TASK INPUT |
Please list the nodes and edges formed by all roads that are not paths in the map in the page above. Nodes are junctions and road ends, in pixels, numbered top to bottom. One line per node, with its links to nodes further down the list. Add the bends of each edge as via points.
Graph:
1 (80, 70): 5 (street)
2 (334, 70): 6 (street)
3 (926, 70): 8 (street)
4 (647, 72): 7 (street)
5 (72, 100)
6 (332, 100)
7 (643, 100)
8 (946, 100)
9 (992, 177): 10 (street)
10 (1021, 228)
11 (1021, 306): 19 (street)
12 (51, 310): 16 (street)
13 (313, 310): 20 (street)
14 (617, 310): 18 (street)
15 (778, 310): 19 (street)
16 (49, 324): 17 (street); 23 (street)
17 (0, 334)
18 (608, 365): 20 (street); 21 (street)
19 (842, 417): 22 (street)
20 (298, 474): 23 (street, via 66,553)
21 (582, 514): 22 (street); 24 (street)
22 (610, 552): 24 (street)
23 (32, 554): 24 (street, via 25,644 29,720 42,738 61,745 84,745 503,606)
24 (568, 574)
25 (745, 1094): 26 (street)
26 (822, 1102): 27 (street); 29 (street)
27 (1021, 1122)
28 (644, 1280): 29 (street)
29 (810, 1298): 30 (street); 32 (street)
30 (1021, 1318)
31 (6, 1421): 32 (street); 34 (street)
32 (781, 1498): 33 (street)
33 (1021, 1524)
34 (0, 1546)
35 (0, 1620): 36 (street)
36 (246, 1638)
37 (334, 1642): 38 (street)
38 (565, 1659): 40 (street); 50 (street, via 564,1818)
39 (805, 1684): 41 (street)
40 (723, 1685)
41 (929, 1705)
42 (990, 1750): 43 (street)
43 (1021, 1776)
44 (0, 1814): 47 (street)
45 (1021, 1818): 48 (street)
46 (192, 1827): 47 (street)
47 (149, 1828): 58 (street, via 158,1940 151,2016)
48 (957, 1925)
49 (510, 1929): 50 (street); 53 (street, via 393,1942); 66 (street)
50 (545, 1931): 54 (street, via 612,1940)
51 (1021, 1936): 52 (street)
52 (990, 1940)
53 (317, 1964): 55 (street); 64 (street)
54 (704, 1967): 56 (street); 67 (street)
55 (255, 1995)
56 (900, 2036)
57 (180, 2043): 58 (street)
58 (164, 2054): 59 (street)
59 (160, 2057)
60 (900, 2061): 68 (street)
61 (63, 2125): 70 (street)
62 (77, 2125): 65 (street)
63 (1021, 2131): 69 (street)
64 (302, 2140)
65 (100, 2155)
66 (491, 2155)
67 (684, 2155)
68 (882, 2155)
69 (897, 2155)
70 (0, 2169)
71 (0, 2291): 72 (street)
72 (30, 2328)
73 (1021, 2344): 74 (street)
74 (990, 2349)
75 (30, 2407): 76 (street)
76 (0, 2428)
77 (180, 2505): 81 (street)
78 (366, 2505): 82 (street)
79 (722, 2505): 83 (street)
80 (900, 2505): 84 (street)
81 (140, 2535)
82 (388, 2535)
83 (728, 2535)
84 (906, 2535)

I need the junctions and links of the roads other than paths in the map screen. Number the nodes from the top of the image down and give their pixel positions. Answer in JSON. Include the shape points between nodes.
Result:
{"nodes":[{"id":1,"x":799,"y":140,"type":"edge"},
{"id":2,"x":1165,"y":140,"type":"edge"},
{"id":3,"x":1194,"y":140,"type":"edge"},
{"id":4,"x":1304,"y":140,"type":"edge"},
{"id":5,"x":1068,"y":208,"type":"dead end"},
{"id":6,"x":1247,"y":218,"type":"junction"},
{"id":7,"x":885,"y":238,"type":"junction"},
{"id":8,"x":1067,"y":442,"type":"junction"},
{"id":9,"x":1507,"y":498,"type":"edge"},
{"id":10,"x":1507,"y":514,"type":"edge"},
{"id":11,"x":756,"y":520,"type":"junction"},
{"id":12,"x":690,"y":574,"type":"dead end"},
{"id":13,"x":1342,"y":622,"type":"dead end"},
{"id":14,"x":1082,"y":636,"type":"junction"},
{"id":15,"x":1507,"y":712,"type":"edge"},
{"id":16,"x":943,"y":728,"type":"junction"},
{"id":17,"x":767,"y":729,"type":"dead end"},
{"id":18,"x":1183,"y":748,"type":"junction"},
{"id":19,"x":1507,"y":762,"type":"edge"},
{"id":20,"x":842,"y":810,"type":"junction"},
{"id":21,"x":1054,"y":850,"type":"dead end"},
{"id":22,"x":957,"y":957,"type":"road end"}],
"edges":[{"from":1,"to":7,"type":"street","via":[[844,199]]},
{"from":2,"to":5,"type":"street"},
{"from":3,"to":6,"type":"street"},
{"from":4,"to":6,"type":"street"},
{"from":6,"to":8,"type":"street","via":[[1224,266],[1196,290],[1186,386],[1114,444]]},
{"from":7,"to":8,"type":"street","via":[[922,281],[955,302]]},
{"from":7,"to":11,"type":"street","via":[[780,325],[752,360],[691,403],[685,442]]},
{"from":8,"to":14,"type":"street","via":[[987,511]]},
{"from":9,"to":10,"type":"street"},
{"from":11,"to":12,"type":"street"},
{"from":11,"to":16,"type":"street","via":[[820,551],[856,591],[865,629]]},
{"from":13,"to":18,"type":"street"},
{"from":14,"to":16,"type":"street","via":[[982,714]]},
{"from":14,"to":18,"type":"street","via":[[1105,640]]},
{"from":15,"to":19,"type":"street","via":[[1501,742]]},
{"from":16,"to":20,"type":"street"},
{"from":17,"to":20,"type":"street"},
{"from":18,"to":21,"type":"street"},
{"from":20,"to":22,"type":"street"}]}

ABOUT THIS EXERCISE | Would you transcribe the records above exactly, leaving nothing out?

COMPLETED EXERCISE |
Please list the nodes and edges formed by all roads that are not paths in the map in the page above. Nodes are junctions and road ends, in pixels, numbered top to bottom. One line per node, with its links to nodes further down the list. Add the bends of each edge as via points.
Graph:
1 (80, 70): 5 (street)
2 (334, 70): 6 (street)
3 (926, 70): 8 (street)
4 (647, 72): 7 (street)
5 (72, 100)
6 (332, 100)
7 (643, 100)
8 (946, 100)
9 (992, 177): 10 (street)
10 (1021, 228)
11 (1021, 306): 19 (street)
12 (51, 310): 16 (street)
13 (313, 310): 20 (street)
14 (617, 310): 18 (street)
15 (778, 310): 19 (street)
16 (49, 324): 17 (street); 23 (street)
17 (0, 334)
18 (608, 365): 20 (street); 21 (street)
19 (842, 417): 22 (street)
20 (298, 474): 23 (street, via 66,553)
21 (582, 514): 22 (street); 24 (street)
22 (610, 552): 24 (street)
23 (32, 554): 24 (street, via 25,644 29,720 42,738 61,745 84,745 503,606)
24 (568, 574)
25 (745, 1094): 26 (street)
26 (822, 1102): 27 (street); 29 (street)
27 (1021, 1122)
28 (644, 1280): 29 (street)
29 (810, 1298): 30 (street); 32 (street)
30 (1021, 1318)
31 (6, 1421): 32 (street); 34 (street)
32 (781, 1498): 33 (street)
33 (1021, 1524)
34 (0, 1546)
35 (0, 1620): 36 (street)
36 (246, 1638)
37 (334, 1642): 38 (street)
38 (565, 1659): 40 (street); 50 (street, via 564,1818)
39 (805, 1684): 41 (street)
40 (723, 1685)
41 (929, 1705)
42 (990, 1750): 43 (street)
43 (1021, 1776)
44 (0, 1814): 47 (street)
45 (1021, 1818): 48 (street)
46 (192, 1827): 47 (street)
47 (149, 1828): 58 (street, via 158,1940 151,2016)
48 (957, 1925)
49 (510, 1929): 50 (street); 53 (street, via 393,1942); 66 (street)
50 (545, 1931): 54 (street, via 612,1940)
51 (1021, 1936): 52 (street)
52 (990, 1940)
53 (317, 1964): 55 (street); 64 (street)
54 (704, 1967): 56 (street); 67 (street)
55 (255, 1995)
56 (900, 2036)
57 (180, 2043): 58 (street)
58 (164, 2054): 59 (street)
59 (160, 2057)
60 (900, 2061): 68 (street)
61 (63, 2125): 70 (street)
62 (77, 2125): 65 (street)
63 (1021, 2131): 69 (street)
64 (302, 2140)
65 (100, 2155)
66 (491, 2155)
67 (684, 2155)
68 (882, 2155)
69 (897, 2155)
70 (0, 2169)
71 (0, 2291): 72 (street)
72 (30, 2328)
73 (1021, 2344): 74 (street)
74 (990, 2349)
75 (30, 2407): 76 (street)
76 (0, 2428)
77 (180, 2505): 81 (street)
78 (366, 2505): 82 (street)
79 (722, 2505): 83 (street)
80 (900, 2505): 84 (street)
81 (140, 2535)
82 (388, 2535)
83 (728, 2535)
84 (906, 2535)

I need the junctions and links of the roads other than paths in the map screen. Number the nodes from the top of the image down and give their pixel positions. Answer in JSON. Include the shape points between nodes.
Result:
{"nodes":[{"id":1,"x":799,"y":140,"type":"edge"},
{"id":2,"x":1165,"y":140,"type":"edge"},
{"id":3,"x":1194,"y":140,"type":"edge"},
{"id":4,"x":1304,"y":140,"type":"edge"},
{"id":5,"x":1068,"y":208,"type":"dead end"},
{"id":6,"x":1247,"y":218,"type":"junction"},
{"id":7,"x":885,"y":238,"type":"junction"},
{"id":8,"x":1067,"y":442,"type":"junction"},
{"id":9,"x":1507,"y":498,"type":"edge"},
{"id":10,"x":1507,"y":514,"type":"edge"},
{"id":11,"x":756,"y":520,"type":"junction"},
{"id":12,"x":690,"y":574,"type":"dead end"},
{"id":13,"x":1342,"y":622,"type":"dead end"},
{"id":14,"x":1082,"y":636,"type":"junction"},
{"id":15,"x":1507,"y":712,"type":"edge"},
{"id":16,"x":943,"y":728,"type":"junction"},
{"id":17,"x":767,"y":729,"type":"dead end"},
{"id":18,"x":1183,"y":748,"type":"junction"},
{"id":19,"x":1507,"y":762,"type":"edge"},
{"id":20,"x":842,"y":810,"type":"junction"},
{"id":21,"x":1054,"y":850,"type":"dead end"},
{"id":22,"x":957,"y":957,"type":"road end"}],
"edges":[{"from":1,"to":7,"type":"street","via":[[844,199]]},
{"from":2,"to":5,"type":"street"},
{"from":3,"to":6,"type":"street"},
{"from":4,"to":6,"type":"street"},
{"from":6,"to":8,"type":"street","via":[[1224,266],[1196,290],[1186,386],[1114,444]]},
{"from":7,"to":8,"type":"street","via":[[922,281],[955,302]]},
{"from":7,"to":11,"type":"street","via":[[780,325],[752,360],[691,403],[685,442]]},
{"from":8,"to":14,"type":"street","via":[[987,511]]},
{"from":9,"to":10,"type":"street"},
{"from":11,"to":12,"type":"street"},
{"from":11,"to":16,"type":"street","via":[[820,551],[856,591],[865,629]]},
{"from":13,"to":18,"type":"street"},
{"from":14,"to":16,"type":"street","via":[[982,714]]},
{"from":14,"to":18,"type":"street","via":[[1105,640]]},
{"from":15,"to":19,"type":"street","via":[[1501,742]]},
{"from":16,"to":20,"type":"street"},
{"from":17,"to":20,"type":"street"},
{"from":18,"to":21,"type":"street"},
{"from":20,"to":22,"type":"street"}]}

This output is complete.